-- WORKING DATA follows --
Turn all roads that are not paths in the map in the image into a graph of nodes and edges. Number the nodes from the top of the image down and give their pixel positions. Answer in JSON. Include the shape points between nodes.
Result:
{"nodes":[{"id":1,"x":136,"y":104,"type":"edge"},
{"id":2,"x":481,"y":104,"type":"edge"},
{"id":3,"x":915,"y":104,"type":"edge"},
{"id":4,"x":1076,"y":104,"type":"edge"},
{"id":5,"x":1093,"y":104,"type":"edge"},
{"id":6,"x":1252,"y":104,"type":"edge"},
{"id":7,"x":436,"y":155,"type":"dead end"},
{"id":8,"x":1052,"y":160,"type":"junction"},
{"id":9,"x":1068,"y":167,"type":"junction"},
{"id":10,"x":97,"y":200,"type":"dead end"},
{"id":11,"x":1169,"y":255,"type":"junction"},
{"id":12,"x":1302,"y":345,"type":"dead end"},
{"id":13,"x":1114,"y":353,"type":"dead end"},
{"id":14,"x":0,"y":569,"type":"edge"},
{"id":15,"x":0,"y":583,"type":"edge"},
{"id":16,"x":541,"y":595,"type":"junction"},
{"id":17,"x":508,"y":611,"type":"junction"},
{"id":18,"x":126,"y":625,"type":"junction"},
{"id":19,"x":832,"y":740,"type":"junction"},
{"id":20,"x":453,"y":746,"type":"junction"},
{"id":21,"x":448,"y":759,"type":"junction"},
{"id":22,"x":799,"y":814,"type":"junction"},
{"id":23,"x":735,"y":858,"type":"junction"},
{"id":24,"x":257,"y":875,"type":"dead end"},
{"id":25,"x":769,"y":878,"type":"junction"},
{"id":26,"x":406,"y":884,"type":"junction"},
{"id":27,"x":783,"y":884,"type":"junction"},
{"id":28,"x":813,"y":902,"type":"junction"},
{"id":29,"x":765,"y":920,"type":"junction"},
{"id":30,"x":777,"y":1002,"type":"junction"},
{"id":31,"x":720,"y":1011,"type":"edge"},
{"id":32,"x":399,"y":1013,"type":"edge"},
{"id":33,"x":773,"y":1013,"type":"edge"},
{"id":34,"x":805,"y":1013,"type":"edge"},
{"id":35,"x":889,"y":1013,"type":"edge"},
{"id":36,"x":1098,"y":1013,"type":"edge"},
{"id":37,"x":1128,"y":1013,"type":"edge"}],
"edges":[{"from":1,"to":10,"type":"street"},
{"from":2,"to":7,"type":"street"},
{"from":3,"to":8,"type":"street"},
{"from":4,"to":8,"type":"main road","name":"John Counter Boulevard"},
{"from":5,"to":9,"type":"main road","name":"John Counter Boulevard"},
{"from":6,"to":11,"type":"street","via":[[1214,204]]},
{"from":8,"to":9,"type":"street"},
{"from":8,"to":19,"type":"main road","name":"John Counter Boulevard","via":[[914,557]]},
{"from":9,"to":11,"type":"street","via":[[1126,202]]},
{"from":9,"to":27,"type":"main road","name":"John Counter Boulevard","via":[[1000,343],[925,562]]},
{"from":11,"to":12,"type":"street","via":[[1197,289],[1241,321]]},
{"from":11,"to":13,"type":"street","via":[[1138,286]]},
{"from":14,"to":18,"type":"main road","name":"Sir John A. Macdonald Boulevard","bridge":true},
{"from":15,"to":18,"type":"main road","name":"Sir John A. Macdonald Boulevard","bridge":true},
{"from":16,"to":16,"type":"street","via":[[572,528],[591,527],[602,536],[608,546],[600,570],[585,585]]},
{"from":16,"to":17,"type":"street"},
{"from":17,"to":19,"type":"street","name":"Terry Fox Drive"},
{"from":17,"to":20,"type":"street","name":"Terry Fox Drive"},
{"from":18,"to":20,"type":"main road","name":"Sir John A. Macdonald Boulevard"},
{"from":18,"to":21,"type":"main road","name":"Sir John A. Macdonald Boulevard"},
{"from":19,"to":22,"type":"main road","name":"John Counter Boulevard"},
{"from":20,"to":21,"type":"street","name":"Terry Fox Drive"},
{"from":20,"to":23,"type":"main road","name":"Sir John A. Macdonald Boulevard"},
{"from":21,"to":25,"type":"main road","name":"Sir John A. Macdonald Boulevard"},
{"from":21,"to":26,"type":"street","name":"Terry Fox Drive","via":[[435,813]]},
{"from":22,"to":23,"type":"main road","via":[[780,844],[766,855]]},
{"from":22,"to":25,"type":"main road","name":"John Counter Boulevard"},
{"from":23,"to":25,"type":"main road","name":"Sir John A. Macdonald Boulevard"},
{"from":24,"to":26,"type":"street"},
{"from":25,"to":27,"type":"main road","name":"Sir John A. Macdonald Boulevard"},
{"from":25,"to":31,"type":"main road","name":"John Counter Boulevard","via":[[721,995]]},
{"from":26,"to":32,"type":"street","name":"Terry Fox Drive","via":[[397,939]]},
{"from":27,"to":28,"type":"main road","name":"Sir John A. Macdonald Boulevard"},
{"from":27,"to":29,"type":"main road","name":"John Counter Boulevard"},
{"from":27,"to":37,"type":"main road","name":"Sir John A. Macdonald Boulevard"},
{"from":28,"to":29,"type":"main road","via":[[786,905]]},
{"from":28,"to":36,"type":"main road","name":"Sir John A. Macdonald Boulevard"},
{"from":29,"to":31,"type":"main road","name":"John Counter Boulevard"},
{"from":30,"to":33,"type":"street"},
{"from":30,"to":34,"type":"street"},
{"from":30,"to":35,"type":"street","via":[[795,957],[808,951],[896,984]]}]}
-- WORKING DATA concluded --
**WHAT THE TASK REQUIRES**
Whenever a line includes the word "Terry", pull it out of the entries.

**WRITTEN SOLUTION**
{"from":17,"to":19,"type":"street","name":"Terry Fox Drive"},
{"from":17,"to":20,"type":"street","name":"Terry Fox Drive"},
{"from":20,"to":21,"type":"street","name":"Terry Fox Drive"},
{"from":21,"to":26,"type":"street","name":"Terry Fox Drive","via":[[435,813]]},
{"from":26,"to":32,"type":"street","name":"Terry Fox Drive","via":[[397,939]]},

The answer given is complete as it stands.